(INSTRUCTIONS FOR THE TASK): Scan the listing for "AHMEDABAD" and copy out each line that has it.
** Opening DATA SECTION block **
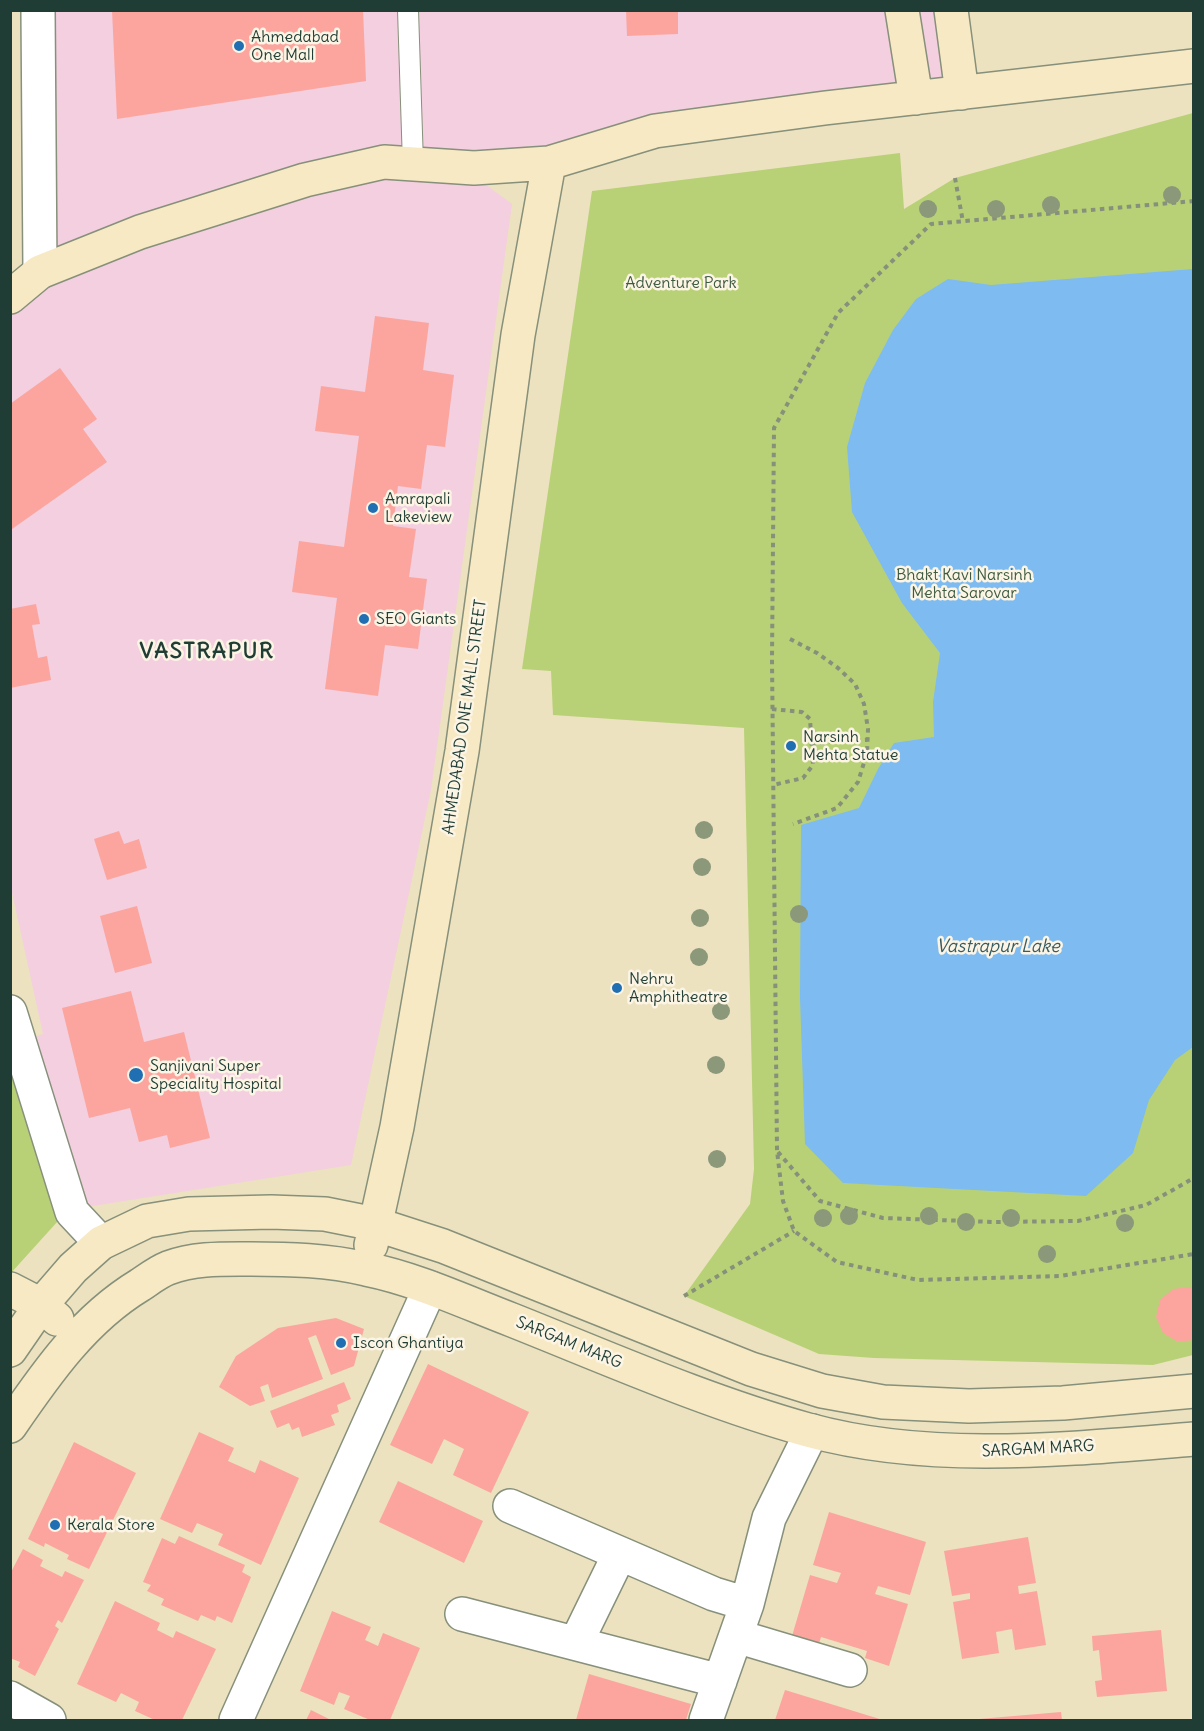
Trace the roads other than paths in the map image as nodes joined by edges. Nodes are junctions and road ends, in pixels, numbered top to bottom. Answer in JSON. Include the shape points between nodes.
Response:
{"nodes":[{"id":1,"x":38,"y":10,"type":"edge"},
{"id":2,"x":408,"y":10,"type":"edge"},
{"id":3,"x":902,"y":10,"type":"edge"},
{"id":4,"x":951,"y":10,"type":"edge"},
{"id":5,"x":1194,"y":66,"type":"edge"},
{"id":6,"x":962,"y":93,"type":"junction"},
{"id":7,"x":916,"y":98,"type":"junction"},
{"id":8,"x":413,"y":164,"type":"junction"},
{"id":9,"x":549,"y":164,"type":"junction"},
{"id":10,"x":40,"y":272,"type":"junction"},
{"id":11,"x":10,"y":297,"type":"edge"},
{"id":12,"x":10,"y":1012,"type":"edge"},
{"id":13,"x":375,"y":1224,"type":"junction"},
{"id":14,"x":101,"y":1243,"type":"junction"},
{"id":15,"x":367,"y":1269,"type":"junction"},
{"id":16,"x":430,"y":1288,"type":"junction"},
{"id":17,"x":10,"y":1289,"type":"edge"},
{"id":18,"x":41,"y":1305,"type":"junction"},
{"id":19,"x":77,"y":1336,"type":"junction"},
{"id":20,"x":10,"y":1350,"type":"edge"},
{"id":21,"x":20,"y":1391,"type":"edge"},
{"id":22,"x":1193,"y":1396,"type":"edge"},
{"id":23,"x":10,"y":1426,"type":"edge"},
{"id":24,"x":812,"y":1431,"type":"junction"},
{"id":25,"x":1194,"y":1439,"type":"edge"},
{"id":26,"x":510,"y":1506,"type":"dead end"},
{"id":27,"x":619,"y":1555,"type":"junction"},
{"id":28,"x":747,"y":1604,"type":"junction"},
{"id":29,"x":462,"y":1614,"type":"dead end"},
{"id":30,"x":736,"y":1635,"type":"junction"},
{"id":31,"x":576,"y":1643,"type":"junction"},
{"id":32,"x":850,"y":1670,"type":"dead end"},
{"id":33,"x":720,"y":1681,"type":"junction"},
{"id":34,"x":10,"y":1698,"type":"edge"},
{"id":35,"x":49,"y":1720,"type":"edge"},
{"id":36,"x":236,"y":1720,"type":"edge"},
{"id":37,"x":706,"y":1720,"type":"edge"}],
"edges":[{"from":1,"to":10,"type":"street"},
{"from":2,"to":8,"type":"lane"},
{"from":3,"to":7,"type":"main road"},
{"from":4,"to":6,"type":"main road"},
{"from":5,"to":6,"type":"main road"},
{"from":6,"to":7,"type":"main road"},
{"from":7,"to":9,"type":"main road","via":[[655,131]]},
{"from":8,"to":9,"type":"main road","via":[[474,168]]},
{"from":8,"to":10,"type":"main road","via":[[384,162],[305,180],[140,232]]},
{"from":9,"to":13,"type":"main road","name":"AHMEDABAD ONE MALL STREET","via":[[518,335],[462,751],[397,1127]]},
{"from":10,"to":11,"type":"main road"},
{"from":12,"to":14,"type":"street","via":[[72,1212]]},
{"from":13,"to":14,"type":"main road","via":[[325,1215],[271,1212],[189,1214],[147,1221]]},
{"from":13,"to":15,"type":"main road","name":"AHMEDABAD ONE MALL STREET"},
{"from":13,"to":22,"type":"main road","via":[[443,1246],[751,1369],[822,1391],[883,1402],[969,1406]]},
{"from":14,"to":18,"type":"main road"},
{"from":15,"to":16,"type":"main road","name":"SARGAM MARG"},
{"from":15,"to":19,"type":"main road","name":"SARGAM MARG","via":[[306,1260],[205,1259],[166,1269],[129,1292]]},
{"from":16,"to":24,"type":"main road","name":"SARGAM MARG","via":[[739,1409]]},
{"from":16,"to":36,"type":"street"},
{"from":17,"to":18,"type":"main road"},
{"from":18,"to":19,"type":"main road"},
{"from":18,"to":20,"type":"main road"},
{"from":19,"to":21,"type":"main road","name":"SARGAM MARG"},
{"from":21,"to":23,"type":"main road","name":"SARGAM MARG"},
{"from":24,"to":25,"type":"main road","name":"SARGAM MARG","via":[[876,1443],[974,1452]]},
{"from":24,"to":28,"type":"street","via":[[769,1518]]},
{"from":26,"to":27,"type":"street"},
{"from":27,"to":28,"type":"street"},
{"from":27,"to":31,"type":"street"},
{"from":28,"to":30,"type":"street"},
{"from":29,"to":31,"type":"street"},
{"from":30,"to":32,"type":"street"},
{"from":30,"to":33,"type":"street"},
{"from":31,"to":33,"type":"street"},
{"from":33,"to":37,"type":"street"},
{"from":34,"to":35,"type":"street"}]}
** Closing DATA SECTION block **
(RESULT OF THE EXERCISE):
{"from":9,"to":13,"type":"main road","name":"AHMEDABAD ONE MALL STREET","via":[[518,335],[462,751],[397,1127]]},
{"from":13,"to":15,"type":"main road","name":"AHMEDABAD ONE MALL STREET"},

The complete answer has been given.